ASSIGNED TASK: Pictures appear in the records below; write out everything else exactly.

-=-=-

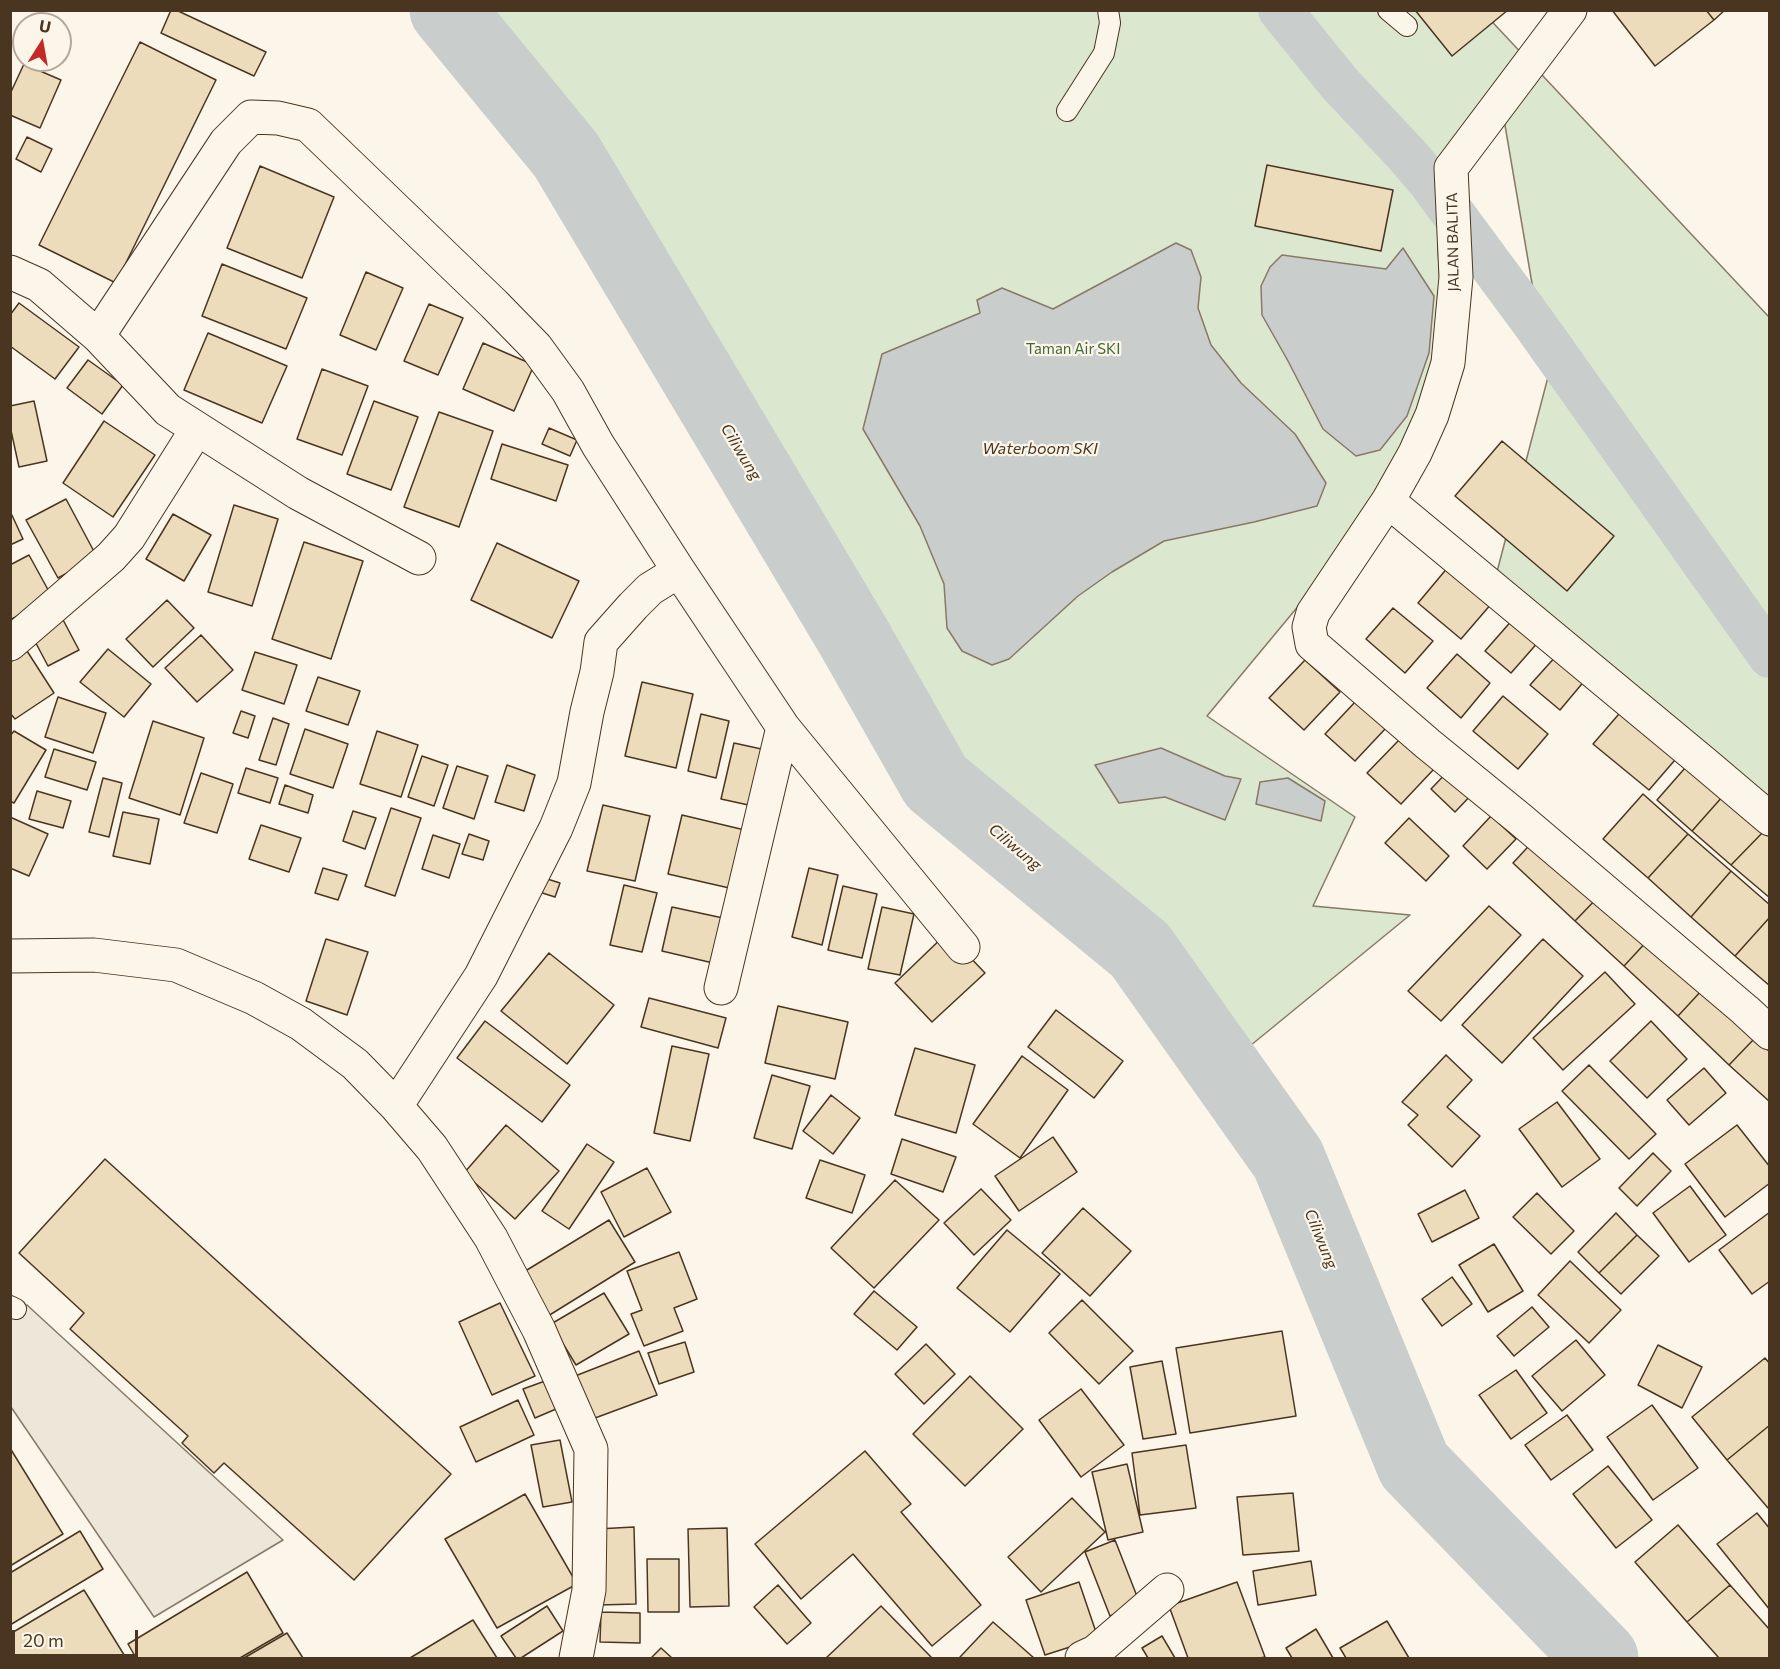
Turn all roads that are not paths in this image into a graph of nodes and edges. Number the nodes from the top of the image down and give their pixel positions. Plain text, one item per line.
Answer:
1 (1108, 10) edge
2 (1388, 10) edge
3 (1570, 10) edge
4 (1407, 26) dead end
5 (1067, 111) dead end
6 (10, 272) edge
7 (98, 336) junction
8 (197, 429) junction
9 (1388, 501) junction
10 (419, 558) dead end
11 (679, 571) junction
12 (10, 644) edge
13 (783, 727) junction
14 (1770, 819) edge
15 (963, 947) dead end
16 (10, 956) edge
17 (721, 987) dead end
18 (1770, 1033) edge
19 (396, 1106) junction
20 (1167, 1590) dead end
21 (576, 1659) edge
22 (1082, 1659) edge

1 - 5 lane
2 - 4 lane
3 - 9 street, JALAN BALITA
6 - 7 street
7 - 8 street
7 - 11 street
8 - 10 street
8 - 12 street
9 - 14 street
9 - 18 street, JALAN BALITA
11 - 13 street
11 - 19 street
13 - 15 street
13 - 17 street
16 - 19 street
19 - 21 street
20 - 22 street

-=-=-

SOLUTION TO THIS EXERCISE:
Turn all roads that are not paths in this image into a graph of nodes and edges. Number the nodes from the top of the image down and give their pixel positions. Plain text, one item per line.
Answer:
1 (1108, 10) edge
2 (1388, 10) edge
3 (1570, 10) edge
4 (1407, 26) dead end
5 (1067, 111) dead end
6 (10, 272) edge
7 (98, 336) junction
8 (197, 429) junction
9 (1388, 501) junction
10 (419, 558) dead end
11 (679, 571) junction
12 (10, 644) edge
13 (783, 727) junction
14 (1770, 819) edge
15 (963, 947) dead end
16 (10, 956) edge
17 (721, 987) dead end
18 (1770, 1033) edge
19 (396, 1106) junction
20 (1167, 1590) dead end
21 (576, 1659) edge
22 (1082, 1659) edge

1 - 5 lane
2 - 4 lane
3 - 9 street, JALAN BALITA
6 - 7 street
7 - 8 street
7 - 11 street
8 - 10 street
8 - 12 street
9 - 14 street
9 - 18 street, JALAN BALITA
11 - 13 street
11 - 19 street
13 - 15 street
13 - 17 street
16 - 19 street
19 - 21 street
20 - 22 street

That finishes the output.